Continuous, Label-Free Phenotyping of Single Cells Based on Antibody Interaction Profiling in Microfluidic Channels

Flow cytometry commonly utilizes fluorescence labeling and extensive sample preparation to detect specific cell surface markers, making analysis under native cell conditions impractical. In this work, a label-free flow cytometry technique is presented that spatiotemporally resolves cell-surface interactions in antibody-coated microfluidic channels. Using computational imaging, numerous cells are tracked across a large field of view (12 × 3 mm²) and the resulting motion profiles are used for phenotypic cell characterization. As proof-of-principle, experiments targeting T-cell receptor CD8 are performed directly on cell cultures.
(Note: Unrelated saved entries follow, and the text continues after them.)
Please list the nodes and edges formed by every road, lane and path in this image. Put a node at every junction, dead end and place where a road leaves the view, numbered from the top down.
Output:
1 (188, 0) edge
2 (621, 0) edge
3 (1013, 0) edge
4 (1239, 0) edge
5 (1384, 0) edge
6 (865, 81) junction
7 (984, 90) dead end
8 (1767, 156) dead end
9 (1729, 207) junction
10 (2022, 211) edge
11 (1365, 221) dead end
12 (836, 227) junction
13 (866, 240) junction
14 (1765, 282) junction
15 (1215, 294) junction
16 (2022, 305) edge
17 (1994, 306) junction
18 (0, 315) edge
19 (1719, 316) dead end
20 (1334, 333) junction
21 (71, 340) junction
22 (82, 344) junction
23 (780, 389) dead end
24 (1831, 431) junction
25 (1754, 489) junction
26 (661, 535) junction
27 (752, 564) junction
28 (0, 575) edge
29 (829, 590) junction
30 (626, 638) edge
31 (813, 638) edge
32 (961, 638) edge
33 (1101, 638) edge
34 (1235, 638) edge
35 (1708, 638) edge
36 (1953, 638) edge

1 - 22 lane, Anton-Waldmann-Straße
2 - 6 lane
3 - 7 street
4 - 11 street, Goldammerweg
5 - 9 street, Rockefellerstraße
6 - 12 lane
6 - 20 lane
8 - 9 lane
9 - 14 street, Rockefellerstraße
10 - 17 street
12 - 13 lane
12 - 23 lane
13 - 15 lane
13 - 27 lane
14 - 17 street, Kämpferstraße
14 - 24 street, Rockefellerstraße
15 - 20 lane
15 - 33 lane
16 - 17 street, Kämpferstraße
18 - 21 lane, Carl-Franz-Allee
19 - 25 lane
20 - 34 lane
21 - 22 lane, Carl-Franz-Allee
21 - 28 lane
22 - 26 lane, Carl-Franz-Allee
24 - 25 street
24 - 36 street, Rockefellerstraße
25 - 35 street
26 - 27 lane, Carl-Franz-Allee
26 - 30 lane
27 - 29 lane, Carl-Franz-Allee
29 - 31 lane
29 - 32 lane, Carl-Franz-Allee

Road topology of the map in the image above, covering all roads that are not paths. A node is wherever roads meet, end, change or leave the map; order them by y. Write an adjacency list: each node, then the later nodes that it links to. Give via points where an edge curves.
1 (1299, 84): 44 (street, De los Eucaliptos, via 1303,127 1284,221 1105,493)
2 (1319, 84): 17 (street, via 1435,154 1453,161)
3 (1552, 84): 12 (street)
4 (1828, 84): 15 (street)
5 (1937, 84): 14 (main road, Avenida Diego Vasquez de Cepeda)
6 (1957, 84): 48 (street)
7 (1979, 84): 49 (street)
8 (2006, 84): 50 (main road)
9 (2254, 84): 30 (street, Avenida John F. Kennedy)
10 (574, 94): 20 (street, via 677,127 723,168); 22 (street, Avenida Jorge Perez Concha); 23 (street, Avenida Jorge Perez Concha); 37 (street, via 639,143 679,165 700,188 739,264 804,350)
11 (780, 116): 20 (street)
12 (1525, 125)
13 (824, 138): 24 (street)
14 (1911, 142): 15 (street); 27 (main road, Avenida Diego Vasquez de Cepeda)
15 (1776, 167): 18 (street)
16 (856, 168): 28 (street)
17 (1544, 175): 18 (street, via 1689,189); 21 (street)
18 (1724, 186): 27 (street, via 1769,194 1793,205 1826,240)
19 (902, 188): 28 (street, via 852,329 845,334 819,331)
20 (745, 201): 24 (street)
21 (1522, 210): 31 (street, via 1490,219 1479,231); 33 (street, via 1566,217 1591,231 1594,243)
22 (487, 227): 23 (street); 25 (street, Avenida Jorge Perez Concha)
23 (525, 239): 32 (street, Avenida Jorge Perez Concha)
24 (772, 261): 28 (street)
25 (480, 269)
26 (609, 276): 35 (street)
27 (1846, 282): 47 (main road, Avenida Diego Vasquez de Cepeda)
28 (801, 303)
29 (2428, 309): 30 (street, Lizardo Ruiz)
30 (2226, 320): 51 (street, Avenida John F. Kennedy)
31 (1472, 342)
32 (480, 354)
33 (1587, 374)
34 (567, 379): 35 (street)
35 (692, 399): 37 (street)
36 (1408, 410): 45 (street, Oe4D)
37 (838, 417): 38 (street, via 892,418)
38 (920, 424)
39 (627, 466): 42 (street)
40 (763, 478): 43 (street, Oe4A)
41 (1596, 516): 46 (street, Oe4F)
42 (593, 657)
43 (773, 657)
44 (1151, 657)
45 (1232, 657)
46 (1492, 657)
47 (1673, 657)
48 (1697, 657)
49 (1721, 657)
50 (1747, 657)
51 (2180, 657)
Individual T-cells are successfully tracked in 98% cases for flow velocities of 1–3 mm·s^–1. In 14 μm high channels coated with only nonspecific antibodies, both CD8-positive SUP-T1 and CD8-negative Jurkat cells exhibit mostly constant velocities. In contrast, using channels functionalized with CD8-specific antibodies, numerous CD8-positive cells but not CD8-negative cells show temporary delays in motion linked to surface interaction. Cell classification based on the observed interactions results in a clear contrast ratio of 23.9 ± 11.6 (mean ± standard deviation) between SUP-T1 and Jurkat cells at 1 mm·s^–1. The contrast decreases at higher flow velocities as fewer cells interact due to the increased hydrodynamic lift. Our results affirm our method’s ability to differentiate cells without prior labeling or sample preparation.